— Да как же ты, болезный мой, так долго голодать-то будешь? — сокрушенно тянула своим слабым голосом Капитолина Власьевна, больная мать Павлуши.
— Полно, мамаша. Сыт я… До вечера терпеть могу… Вон спросите Настюшку, сколько я при ней хлеба уписал нынче. С запасом на случай голода! Что уж тут, потолстел даже! — шутил Павлуша и, чтобы избежать дальнейших сетований матери, спешил собрать свои книжки и тетради и бежал в гимназию.

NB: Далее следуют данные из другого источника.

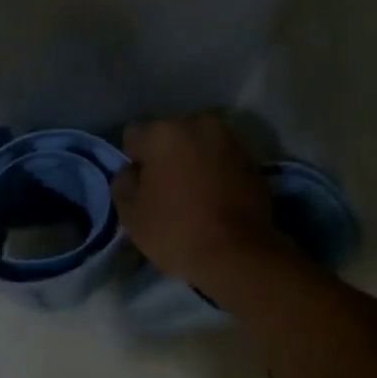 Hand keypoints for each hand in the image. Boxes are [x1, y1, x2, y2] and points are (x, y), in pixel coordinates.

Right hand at [110, 114, 289, 290]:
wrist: (238, 253)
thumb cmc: (176, 231)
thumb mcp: (131, 215)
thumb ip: (123, 184)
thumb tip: (132, 172)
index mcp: (163, 132)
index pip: (134, 137)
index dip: (133, 162)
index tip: (140, 188)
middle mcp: (199, 124)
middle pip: (170, 136)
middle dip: (165, 157)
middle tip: (167, 192)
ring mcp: (231, 140)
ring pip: (199, 146)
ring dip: (193, 163)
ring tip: (194, 197)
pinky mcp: (253, 160)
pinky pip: (222, 161)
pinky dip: (216, 173)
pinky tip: (216, 200) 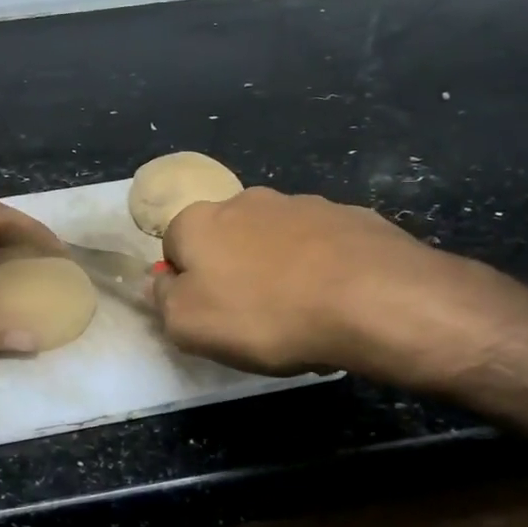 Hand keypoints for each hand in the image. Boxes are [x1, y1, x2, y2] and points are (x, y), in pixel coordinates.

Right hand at [152, 188, 527, 389]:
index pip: (173, 247)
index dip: (185, 284)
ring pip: (274, 242)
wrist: (370, 299)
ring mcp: (301, 204)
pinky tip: (335, 303)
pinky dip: (320, 270)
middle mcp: (245, 200)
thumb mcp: (189, 325)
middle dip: (233, 273)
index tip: (208, 316)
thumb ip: (162, 301)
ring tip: (299, 315)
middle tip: (251, 318)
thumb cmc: (265, 314)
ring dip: (276, 270)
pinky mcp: (348, 216)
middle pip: (225, 240)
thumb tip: (157, 283)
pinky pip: (320, 247)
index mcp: (199, 221) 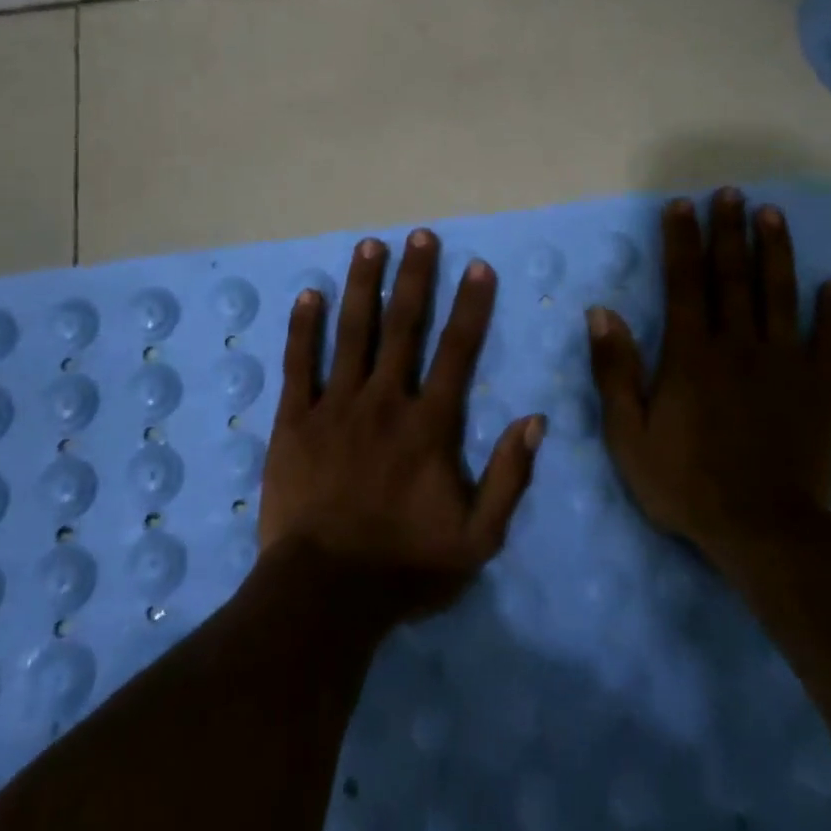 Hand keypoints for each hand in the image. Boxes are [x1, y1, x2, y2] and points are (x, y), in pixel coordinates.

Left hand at [260, 228, 544, 619]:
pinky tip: (309, 295)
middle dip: (415, 277)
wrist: (325, 594)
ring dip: (362, 286)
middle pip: (403, 327)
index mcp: (430, 425)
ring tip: (370, 245)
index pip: (457, 351)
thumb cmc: (405, 566)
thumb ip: (510, 478)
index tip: (478, 266)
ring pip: (352, 333)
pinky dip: (303, 328)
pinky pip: (298, 364)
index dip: (471, 306)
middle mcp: (385, 401)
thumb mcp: (479, 538)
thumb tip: (536, 420)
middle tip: (420, 235)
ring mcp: (335, 406)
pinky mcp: (294, 421)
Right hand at [588, 188, 830, 565]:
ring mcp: (784, 362)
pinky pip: (829, 339)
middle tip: (731, 193)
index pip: (684, 283)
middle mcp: (738, 344)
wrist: (764, 530)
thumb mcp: (628, 434)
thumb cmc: (686, 483)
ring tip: (773, 214)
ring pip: (779, 294)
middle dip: (729, 231)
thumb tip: (602, 313)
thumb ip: (615, 371)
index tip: (681, 206)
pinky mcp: (819, 387)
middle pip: (733, 276)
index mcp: (691, 354)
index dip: (681, 241)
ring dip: (776, 251) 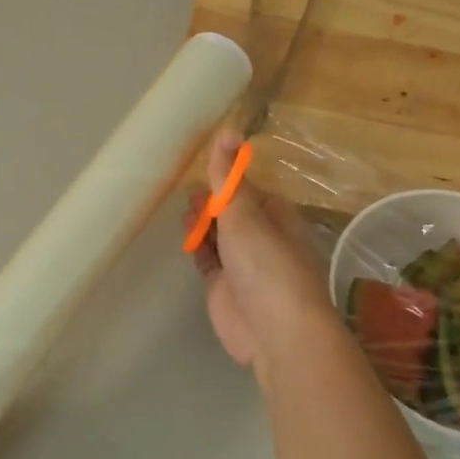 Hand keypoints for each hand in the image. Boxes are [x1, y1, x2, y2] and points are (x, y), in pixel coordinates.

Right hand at [186, 131, 338, 373]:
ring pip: (217, 236)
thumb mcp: (244, 212)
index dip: (225, 181)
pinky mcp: (223, 286)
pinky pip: (207, 259)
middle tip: (189, 197)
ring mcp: (241, 264)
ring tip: (184, 216)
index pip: (247, 189)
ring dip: (201, 224)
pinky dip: (197, 247)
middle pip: (230, 212)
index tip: (202, 172)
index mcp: (275, 215)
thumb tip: (227, 128)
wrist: (274, 330)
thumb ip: (228, 175)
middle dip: (210, 203)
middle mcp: (260, 237)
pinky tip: (186, 239)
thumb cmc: (266, 264) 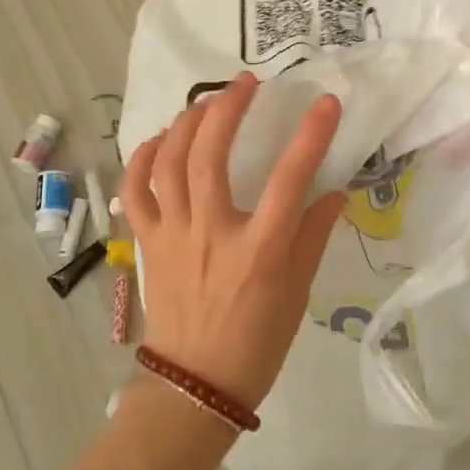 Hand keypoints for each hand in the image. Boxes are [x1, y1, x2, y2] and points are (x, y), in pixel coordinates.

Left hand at [122, 73, 346, 412]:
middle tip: (246, 83)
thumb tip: (334, 192)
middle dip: (228, 108)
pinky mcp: (147, 242)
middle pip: (210, 154)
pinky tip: (160, 139)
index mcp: (259, 249)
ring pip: (169, 163)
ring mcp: (173, 234)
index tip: (326, 101)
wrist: (195, 386)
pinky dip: (142, 158)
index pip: (289, 179)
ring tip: (207, 102)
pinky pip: (136, 191)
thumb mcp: (298, 293)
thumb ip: (313, 236)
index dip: (311, 135)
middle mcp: (212, 233)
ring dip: (187, 123)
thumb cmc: (256, 342)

Разумеется, из желания успокоить мать говорил это юноша. На самом же деле, как бы ни был он сыт утром от ломтя черного хлеба и двух кружек чая, к шести часам вечера после сделанного им немалого моциона из гимназии до семнадцатой линии и в Спасский переулок оттуда Павлуша чувствовал не только явный голод, но и чрезвычайную усталость, и какую-то разбитость во всем теле.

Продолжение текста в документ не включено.